Without --feh (non-interactive / non-gui mode), script outputs pairs of images
and the integer [Hamming distance](https://en.wikipedia.org/wiki/Hamming_distance)
value for their perceptual hash values (basically the degree of difference
between the two).

Output is sorted by this "distance", so most similar images (with the lowest
number) should come first (see --top-n parameter).

Optional --reported-db (or "-d") parameter allows efficient skipping of
already-reported "similar" image pairs by recording these in a dbm file.
Intended usage for this option is to skip repeating same hash-similar pairs on
repeated runs, reporting similarity for new images instead.

Operation
--------------------

Script does these steps, in order:

* Try to load pre-calculated image hash values from --hash-db file.

* Calculate missing perceptual hash values (ph_dct_imagehash) for each image
found, possibly in multiple subprocesses.

* Dump (pickle) produced hash values (back) to a --hash-db file.

* Calculate the difference between hashes of each image pair for all two-image
combinations, sorting the results.

* Print (or run "feh" on) each found image-pair, in most-similar-first order,
optionally skipping pairs matching those in --reported-db file.

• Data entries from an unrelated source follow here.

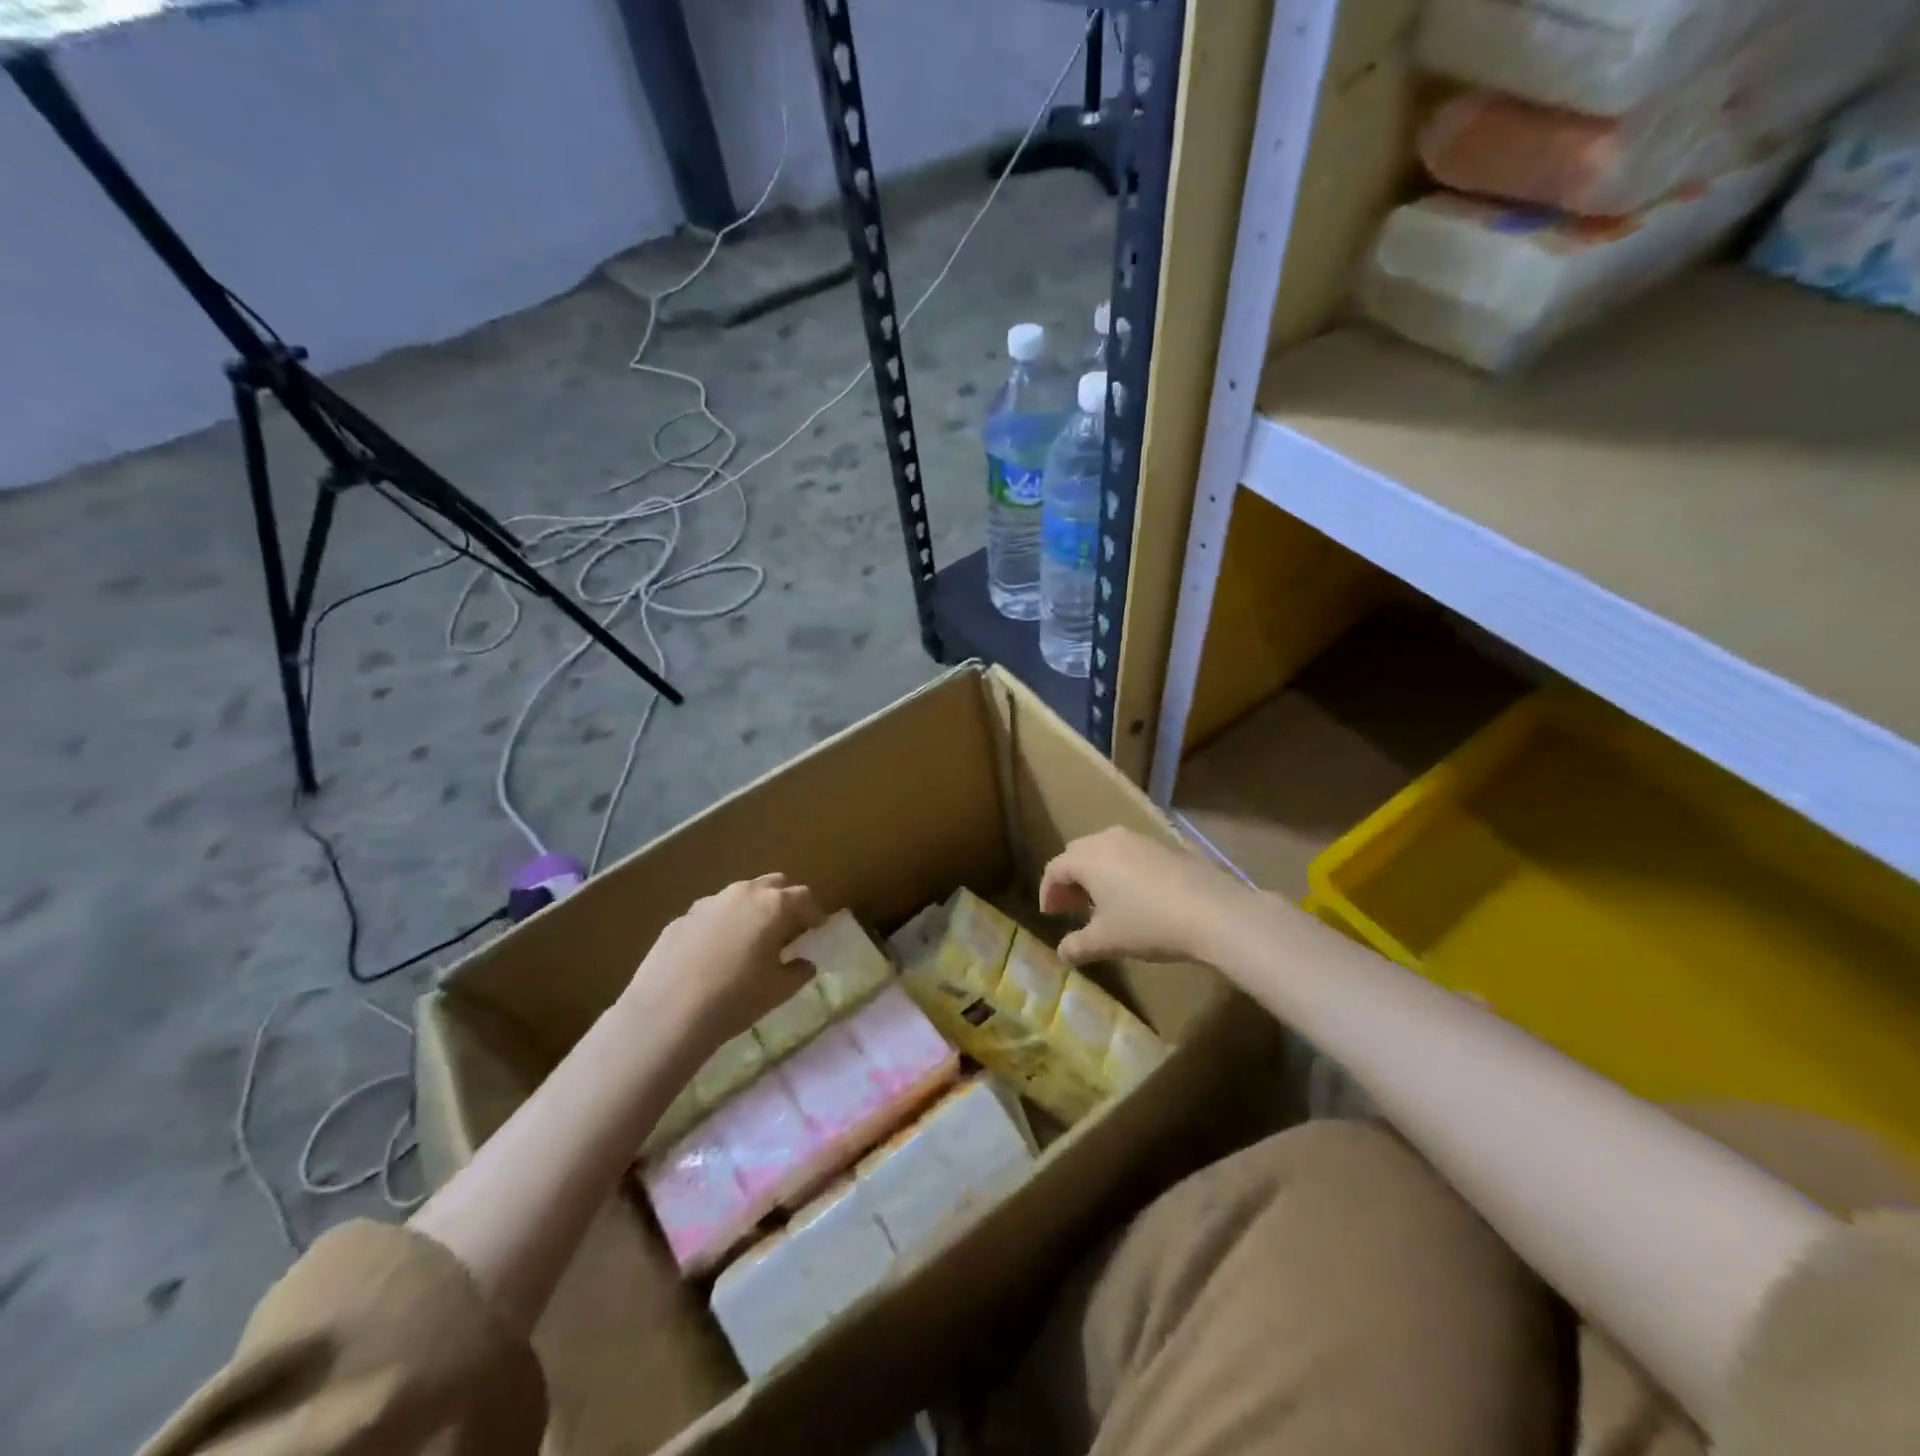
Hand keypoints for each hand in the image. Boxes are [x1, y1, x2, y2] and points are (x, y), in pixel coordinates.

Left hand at [627, 874, 825, 1054]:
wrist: (668, 1012)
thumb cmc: (736, 998)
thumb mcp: (778, 991)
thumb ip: (798, 972)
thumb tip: (804, 963)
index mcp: (773, 906)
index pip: (803, 897)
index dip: (813, 912)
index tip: (817, 927)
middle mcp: (742, 894)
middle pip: (771, 884)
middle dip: (783, 900)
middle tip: (787, 925)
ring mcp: (708, 903)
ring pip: (738, 895)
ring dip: (750, 909)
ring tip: (750, 937)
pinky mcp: (681, 919)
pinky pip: (711, 914)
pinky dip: (721, 925)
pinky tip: (715, 953)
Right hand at [1040, 826, 1253, 965]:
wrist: (1213, 911)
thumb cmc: (1148, 924)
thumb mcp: (1107, 941)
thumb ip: (1077, 946)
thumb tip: (1061, 954)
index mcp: (1088, 858)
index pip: (1055, 868)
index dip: (1048, 892)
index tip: (1050, 915)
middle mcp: (1110, 839)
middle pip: (1078, 853)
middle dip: (1071, 880)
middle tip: (1072, 907)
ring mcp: (1141, 839)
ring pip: (1106, 850)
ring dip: (1096, 873)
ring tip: (1103, 903)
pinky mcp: (1166, 846)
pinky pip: (1131, 853)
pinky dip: (1121, 870)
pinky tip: (1135, 897)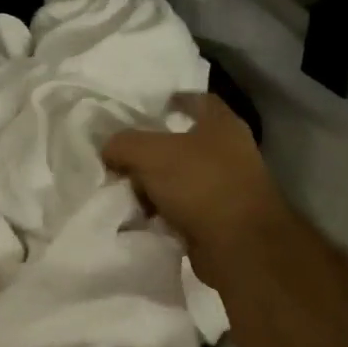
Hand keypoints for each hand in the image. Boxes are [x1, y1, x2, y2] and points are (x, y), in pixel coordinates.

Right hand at [102, 92, 289, 287]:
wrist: (239, 246)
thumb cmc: (201, 185)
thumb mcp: (151, 154)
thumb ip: (123, 144)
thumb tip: (108, 149)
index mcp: (222, 125)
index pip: (199, 100)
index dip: (174, 100)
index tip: (146, 109)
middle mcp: (228, 153)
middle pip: (181, 144)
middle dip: (151, 152)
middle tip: (121, 158)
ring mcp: (225, 188)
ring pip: (178, 180)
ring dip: (153, 187)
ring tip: (125, 193)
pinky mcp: (218, 220)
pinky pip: (181, 211)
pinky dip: (162, 214)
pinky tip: (140, 219)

It's fairly simple, with all the magic and awesomeness in calculation of that
"perceptual hash" values, which is contained in [libpHash](http://phash.org).

Known Issues
--------------------

pHash seem to be prone to hanging indefinitely on some non-image files without
consuming much resources. Use `./image_matcher.py --debug -p 1` to see on which
exact file it hangs on in such cases.
Might add some check for file magic to see if it's image before running pHash
over it in the future.

pHash also gives zero as a hash value for some images. No idea why it does that
atm, but these "0" values obviously can't be meaningfully compared to anything,
so tool skips them, issuing a log message (seen only with --debug).